- What to work on -
The answer must consist of every line in the data that contains "scale".

(Collection entries)
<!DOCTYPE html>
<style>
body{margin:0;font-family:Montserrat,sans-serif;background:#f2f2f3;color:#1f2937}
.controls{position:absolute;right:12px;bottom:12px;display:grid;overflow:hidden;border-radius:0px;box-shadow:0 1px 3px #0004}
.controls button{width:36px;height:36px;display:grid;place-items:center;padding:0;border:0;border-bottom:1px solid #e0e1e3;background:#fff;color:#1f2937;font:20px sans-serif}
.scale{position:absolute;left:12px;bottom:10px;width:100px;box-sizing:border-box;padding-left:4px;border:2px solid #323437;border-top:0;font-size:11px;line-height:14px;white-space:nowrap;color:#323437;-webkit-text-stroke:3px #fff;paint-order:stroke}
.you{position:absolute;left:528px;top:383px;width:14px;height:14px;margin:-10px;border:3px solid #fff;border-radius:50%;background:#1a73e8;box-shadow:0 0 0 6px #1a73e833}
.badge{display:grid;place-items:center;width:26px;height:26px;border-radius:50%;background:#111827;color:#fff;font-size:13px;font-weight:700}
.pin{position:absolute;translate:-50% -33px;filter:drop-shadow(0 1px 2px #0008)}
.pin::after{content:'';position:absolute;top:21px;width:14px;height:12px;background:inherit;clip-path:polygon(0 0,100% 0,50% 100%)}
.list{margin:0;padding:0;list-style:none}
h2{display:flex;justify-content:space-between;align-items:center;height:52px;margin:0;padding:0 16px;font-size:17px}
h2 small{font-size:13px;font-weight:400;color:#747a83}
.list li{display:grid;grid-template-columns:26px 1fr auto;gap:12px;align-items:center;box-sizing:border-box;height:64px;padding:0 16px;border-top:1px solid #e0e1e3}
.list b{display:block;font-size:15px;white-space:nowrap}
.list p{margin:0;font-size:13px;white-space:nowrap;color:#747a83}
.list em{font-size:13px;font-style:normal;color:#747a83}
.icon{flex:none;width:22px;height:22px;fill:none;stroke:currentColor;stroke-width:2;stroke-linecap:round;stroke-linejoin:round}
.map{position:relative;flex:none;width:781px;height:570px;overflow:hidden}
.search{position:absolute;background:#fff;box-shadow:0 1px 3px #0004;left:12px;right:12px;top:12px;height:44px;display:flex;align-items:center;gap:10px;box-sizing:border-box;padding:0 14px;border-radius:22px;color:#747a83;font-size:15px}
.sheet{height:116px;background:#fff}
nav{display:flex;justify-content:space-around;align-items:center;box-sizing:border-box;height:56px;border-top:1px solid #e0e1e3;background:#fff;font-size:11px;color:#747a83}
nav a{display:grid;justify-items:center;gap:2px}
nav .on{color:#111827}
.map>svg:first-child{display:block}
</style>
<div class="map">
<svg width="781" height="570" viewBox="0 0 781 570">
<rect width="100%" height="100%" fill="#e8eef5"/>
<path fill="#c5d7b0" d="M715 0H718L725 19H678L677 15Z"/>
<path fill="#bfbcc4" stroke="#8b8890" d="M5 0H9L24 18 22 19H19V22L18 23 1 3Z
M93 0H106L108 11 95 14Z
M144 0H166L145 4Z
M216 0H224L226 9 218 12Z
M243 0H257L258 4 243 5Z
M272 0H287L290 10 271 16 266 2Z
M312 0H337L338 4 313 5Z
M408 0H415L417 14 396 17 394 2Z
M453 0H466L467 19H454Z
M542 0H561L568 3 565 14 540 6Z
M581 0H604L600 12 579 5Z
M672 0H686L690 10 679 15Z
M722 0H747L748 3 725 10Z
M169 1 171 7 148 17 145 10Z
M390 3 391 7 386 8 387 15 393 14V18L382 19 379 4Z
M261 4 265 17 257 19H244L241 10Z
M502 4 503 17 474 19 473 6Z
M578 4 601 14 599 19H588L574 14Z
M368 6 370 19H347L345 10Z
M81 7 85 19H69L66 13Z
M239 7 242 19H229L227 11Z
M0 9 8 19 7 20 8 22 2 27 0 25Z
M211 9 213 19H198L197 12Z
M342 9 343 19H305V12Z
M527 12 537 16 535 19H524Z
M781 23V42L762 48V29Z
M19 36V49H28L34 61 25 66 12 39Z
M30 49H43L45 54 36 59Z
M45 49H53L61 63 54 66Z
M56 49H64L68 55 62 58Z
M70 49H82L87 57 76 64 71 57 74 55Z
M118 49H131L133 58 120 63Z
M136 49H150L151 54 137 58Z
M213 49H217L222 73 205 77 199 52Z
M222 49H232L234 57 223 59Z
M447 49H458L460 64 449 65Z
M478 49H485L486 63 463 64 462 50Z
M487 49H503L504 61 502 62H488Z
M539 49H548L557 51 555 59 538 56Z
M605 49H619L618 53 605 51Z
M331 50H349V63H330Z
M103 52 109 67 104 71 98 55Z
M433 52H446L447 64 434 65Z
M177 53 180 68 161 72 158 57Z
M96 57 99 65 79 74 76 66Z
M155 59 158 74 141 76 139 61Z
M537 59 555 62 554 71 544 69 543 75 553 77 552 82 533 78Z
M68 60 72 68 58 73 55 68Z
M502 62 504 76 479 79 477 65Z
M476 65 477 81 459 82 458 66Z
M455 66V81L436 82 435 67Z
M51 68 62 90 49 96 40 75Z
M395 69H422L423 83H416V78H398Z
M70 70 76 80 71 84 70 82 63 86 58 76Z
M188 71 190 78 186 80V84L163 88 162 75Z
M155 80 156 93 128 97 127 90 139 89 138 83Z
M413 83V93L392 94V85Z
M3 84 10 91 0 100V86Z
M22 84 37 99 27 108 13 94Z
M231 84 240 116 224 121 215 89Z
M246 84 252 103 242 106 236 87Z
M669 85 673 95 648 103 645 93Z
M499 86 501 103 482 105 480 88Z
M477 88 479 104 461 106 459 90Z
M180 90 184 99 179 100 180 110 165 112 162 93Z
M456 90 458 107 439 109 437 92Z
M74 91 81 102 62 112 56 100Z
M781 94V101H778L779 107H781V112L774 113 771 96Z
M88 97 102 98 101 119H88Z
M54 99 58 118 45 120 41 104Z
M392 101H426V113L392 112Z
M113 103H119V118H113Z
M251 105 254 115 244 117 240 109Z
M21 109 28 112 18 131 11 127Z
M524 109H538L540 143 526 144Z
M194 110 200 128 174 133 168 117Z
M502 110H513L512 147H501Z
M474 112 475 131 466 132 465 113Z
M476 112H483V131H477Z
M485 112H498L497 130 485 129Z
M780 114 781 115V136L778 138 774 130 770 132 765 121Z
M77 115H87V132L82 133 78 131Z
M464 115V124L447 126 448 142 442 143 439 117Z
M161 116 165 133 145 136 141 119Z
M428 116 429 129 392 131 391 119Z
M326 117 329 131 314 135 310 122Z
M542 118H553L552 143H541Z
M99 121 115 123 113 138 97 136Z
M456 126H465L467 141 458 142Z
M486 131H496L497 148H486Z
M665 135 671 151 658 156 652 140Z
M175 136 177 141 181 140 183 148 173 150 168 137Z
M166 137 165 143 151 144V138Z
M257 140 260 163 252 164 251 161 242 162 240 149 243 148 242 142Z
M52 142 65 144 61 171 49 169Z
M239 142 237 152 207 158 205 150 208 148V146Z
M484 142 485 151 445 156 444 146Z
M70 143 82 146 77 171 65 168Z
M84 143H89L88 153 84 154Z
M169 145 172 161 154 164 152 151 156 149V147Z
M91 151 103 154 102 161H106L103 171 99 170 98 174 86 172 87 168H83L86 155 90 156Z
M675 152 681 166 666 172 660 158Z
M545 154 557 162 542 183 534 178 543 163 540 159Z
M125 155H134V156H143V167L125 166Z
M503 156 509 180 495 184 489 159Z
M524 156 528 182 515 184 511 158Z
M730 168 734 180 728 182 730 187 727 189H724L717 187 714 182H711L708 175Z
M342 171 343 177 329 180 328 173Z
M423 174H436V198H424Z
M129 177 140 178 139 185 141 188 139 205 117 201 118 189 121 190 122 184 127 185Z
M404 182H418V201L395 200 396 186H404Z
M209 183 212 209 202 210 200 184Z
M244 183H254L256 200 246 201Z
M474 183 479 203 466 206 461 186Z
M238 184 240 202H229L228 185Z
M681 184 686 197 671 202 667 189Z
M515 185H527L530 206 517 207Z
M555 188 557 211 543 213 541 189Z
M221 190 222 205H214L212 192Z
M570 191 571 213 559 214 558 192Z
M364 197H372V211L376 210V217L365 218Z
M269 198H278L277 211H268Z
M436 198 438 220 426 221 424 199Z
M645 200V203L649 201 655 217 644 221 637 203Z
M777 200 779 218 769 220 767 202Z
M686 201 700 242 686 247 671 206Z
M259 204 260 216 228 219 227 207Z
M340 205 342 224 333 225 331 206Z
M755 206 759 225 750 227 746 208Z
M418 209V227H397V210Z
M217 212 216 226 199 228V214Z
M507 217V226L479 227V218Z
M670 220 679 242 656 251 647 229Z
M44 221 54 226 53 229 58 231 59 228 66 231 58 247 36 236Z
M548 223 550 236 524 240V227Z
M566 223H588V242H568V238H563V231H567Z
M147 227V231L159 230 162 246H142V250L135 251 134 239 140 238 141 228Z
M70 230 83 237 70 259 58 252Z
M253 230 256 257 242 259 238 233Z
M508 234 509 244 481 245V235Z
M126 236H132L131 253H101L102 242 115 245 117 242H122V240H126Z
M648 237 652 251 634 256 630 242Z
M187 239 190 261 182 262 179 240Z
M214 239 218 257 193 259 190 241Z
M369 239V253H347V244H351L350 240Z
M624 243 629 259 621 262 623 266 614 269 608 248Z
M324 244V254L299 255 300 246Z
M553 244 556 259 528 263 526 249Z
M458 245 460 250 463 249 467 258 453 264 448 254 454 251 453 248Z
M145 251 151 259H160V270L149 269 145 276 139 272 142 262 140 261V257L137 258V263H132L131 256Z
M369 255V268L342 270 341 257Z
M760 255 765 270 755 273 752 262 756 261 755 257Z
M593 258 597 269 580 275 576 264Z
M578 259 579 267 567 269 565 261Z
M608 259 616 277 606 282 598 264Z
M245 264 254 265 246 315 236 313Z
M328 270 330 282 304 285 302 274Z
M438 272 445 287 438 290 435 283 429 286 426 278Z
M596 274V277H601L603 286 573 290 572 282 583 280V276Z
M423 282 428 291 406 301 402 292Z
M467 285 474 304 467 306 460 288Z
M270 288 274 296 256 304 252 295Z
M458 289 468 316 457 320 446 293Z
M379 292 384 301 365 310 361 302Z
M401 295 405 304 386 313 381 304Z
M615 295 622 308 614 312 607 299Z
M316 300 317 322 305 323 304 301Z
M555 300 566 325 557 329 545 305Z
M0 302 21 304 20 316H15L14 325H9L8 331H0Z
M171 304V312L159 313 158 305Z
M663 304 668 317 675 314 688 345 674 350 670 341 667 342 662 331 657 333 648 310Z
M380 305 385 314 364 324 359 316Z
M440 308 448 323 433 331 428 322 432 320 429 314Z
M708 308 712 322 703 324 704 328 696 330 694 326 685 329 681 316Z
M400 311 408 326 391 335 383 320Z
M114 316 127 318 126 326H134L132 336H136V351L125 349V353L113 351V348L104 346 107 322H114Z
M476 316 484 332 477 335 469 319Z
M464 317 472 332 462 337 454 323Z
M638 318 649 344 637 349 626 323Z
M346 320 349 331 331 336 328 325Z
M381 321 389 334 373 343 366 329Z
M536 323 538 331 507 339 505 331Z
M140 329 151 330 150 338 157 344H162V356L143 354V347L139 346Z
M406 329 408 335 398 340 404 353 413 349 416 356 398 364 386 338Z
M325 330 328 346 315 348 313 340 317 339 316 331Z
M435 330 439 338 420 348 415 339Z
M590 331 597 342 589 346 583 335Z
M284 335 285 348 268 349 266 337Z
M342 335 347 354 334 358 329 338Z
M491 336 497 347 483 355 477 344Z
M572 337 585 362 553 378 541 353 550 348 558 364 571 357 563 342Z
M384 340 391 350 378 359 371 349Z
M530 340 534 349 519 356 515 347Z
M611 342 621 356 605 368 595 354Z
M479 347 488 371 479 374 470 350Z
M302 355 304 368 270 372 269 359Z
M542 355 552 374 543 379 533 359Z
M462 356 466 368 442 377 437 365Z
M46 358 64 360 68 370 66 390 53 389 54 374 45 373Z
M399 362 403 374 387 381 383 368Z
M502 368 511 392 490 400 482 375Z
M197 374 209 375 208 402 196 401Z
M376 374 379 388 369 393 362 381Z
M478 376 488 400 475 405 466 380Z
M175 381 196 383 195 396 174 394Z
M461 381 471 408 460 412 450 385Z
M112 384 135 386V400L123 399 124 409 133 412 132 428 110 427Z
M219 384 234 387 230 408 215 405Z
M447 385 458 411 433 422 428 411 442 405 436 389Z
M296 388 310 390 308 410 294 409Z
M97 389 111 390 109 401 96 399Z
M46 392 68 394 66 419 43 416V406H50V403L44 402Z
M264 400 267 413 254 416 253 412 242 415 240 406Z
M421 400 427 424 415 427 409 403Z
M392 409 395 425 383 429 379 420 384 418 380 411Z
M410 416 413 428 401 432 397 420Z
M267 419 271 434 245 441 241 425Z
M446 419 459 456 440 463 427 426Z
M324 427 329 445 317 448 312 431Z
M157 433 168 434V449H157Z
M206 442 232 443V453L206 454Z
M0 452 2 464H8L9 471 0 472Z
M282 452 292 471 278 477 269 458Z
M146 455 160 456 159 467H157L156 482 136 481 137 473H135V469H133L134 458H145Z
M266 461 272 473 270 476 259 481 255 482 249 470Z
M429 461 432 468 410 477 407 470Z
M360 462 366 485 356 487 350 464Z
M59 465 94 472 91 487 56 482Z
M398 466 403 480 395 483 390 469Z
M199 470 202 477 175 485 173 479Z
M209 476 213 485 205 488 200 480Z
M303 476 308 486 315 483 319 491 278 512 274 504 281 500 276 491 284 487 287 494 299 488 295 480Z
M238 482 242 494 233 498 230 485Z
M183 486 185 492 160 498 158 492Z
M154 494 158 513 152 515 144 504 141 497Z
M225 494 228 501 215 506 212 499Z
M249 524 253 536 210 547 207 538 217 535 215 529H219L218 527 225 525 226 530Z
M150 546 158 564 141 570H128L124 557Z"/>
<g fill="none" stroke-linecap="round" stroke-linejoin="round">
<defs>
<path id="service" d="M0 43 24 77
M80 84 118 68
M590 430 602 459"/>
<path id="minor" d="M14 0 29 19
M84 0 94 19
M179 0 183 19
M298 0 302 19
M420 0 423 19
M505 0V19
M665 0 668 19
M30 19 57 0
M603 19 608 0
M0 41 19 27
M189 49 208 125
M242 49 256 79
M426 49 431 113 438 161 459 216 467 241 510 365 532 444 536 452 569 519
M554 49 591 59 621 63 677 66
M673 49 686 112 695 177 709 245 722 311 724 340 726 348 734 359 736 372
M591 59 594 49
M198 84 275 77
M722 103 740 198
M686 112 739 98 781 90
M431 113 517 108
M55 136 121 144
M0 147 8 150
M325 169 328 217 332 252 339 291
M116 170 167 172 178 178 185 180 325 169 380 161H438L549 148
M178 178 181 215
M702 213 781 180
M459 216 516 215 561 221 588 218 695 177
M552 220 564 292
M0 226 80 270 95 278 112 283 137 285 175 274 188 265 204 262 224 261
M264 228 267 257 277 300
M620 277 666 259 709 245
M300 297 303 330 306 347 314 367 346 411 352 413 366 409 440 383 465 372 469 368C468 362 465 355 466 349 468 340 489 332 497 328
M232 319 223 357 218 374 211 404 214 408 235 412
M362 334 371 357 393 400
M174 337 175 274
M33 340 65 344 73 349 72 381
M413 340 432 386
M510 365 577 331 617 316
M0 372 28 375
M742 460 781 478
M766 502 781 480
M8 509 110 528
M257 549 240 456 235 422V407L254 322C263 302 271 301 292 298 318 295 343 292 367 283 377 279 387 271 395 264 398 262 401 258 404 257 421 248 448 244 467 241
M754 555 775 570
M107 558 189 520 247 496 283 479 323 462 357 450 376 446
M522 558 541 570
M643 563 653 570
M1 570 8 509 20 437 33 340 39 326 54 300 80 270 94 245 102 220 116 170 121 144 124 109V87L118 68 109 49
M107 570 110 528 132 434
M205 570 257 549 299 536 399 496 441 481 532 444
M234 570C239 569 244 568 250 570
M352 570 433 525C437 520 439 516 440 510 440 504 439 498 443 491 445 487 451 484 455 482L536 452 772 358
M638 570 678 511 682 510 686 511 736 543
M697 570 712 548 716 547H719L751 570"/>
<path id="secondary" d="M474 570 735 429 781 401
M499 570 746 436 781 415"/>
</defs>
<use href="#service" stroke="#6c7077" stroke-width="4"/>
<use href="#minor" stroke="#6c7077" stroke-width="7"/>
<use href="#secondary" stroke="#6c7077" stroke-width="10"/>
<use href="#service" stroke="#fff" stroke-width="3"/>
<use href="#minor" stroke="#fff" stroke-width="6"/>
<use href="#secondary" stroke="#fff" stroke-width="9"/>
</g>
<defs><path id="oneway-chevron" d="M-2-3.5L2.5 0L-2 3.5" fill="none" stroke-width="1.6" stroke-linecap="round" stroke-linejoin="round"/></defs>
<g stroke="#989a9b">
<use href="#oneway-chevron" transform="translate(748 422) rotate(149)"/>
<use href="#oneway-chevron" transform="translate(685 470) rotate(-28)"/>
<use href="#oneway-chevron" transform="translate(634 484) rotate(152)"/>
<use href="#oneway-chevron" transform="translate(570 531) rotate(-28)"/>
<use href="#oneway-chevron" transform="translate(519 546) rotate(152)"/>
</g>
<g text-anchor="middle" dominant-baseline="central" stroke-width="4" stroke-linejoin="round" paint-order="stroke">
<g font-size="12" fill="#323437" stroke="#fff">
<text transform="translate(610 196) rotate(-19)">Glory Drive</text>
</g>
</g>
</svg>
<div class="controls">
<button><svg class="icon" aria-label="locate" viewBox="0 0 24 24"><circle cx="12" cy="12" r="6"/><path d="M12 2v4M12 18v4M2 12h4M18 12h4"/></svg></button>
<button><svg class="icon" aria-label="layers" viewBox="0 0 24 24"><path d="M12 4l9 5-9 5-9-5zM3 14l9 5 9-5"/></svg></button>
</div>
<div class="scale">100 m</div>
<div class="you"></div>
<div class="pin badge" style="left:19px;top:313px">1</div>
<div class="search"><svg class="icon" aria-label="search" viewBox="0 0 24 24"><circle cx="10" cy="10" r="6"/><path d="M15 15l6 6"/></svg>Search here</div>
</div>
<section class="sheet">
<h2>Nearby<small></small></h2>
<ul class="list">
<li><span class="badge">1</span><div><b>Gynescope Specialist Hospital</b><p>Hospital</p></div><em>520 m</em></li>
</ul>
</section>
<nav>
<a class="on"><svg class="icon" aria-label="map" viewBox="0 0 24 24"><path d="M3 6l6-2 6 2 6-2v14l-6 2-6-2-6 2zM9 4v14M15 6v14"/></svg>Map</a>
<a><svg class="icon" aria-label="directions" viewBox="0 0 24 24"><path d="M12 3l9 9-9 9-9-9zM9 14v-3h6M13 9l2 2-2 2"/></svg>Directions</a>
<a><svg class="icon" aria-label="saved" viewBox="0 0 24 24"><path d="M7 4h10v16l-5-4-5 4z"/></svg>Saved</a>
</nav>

- Exercise answer -
.scale{position:absolute;left:12px;bottom:10px;width:100px;box-sizing:border-box;padding-left:4px;border:2px solid #323437;border-top:0;font-size:11px;line-height:14px;white-space:nowrap;color:#323437;-webkit-text-stroke:3px #fff;paint-order:stroke}
<div class="scale">100 m</div>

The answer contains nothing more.